L279: A more detailed physical interpretation of the variations of DWR-Z dependence, as well as how cloud-top temperature affects the radar threshold for non-Rayleigh scattering, is needed.

Fig. 6: The comparison is important. It demonstrates that the velocity-based FR estimate is a good approximate for heavy riming. Does this mean that we do not need W-band radar considering the attenuation effect, if the velocity is accurately measured?

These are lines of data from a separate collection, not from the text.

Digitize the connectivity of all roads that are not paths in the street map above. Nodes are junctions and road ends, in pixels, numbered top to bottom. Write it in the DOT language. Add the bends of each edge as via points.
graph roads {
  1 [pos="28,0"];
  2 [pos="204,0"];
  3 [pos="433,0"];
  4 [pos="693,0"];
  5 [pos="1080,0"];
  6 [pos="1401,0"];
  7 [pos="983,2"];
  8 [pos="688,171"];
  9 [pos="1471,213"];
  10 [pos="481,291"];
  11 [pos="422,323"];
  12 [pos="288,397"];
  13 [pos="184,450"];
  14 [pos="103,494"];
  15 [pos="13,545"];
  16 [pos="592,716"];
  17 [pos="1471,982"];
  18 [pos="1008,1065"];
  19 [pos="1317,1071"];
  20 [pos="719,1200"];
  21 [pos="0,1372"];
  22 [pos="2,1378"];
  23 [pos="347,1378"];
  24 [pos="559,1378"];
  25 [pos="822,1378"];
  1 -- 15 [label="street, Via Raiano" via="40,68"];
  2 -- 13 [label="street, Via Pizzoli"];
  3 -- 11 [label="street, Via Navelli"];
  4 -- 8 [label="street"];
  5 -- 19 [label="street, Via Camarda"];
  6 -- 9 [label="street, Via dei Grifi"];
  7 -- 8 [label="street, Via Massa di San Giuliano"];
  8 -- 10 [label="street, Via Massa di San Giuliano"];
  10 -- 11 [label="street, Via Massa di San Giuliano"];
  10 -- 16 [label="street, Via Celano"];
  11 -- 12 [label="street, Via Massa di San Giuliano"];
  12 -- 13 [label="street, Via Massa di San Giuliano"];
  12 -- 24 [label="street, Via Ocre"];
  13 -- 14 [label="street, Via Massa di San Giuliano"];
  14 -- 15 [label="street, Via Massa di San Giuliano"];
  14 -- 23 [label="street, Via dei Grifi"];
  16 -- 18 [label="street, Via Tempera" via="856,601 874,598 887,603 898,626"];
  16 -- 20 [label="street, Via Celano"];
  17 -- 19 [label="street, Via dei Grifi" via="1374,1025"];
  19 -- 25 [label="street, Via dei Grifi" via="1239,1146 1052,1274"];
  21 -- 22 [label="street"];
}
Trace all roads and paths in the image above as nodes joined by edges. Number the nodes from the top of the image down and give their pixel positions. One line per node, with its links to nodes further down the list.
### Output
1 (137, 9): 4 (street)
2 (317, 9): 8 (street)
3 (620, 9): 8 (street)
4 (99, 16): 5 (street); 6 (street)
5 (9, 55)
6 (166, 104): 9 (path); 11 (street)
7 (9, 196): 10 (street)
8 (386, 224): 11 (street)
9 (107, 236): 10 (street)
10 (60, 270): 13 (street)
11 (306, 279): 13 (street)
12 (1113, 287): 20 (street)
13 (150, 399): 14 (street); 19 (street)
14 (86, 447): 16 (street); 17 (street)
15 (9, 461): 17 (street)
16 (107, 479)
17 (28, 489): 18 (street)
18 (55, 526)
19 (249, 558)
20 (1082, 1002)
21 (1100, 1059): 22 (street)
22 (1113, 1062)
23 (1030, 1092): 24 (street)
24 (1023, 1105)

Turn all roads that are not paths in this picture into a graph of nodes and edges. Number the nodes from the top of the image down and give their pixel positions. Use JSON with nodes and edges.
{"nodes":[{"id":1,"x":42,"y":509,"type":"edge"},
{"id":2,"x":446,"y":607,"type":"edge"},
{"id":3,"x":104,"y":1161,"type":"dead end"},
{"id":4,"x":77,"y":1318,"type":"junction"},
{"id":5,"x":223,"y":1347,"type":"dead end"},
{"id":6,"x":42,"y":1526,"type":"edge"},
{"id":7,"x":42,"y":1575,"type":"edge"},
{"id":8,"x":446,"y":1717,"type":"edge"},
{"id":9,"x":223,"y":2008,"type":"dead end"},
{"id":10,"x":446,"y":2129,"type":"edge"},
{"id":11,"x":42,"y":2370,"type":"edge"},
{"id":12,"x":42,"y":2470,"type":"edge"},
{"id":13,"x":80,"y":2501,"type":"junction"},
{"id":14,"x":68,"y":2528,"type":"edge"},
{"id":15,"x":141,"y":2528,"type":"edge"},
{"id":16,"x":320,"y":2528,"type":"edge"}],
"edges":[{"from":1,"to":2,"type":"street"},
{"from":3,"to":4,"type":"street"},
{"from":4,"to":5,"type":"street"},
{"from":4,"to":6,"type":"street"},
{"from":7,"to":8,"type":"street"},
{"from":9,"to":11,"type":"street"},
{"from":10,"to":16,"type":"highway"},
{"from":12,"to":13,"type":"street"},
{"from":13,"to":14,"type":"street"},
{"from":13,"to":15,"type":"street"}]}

L320: Ideally, much more data should be used for a climatological analysis. So, the impact of relatively short observation period for current results should be discussed.

General Comment

This study investigated triple frequency radar data from five locations and discussed ice microphysics for snow riming in those locations. The results seem reasonable and to be interpret reasonably. Figures are clear, and the text is well organized. Some of the datasets (e.g. AWARE, TRIPEx-pol, METRICs) might not be enough to explain climatology or general characteristics of snow at the site, but this study got foot in door of analyzing climatological/statistical characteristics of snow riming using the multi-frequency radar datasets. The manuscript should be published after addressing minor comments below.

Specific comments

1. Please add an advantage of using triple frequency rather measurements than dual frequency measurements or Dual frequency + Doppler measurements. The discussions of snow riming and aggregation are well explained by the triple frequency data analysis, but I felt that the discussions in the manuscript can also be explained using the dual frequency result only (DWR Ka,W and Zka + FR). Please more highlight the advantage of adding the third frequency (i.e. X or C) and what could be clarified by the triple frequency data analysis and not be clarified by the dual frequency (+FR) analysis only.
2. Could you explain more why non-Rayleigh scattering signatures appear at cases when large radar reflectivity at a colder cloud top? I am interesting in discussion of microphysics of this characteristics accounting for the environments at the site.
3. Lines 285-286: I cannot see this signature for the METRICs and BAECC datasets.
4. I would prefer stating “warmer/colder” than a specific temperature rather than using “above/below” a specific temperature. Because I assumed that the colder temperature represents higher altitude, I was sometime confused with this about the altitudes.
5. I am interested in the following discussions, and it would be great to add the discussions in the manuscript.

• How/Why the warmer cloud top temperature correlates with high DWR?
• Why high latitude sites have warmer cloud top and heterogeneous nucleation? Considering that high latitude sites could have lower aerosol concentrations, heterogeneous nucleation could be less. Please give some comments about this.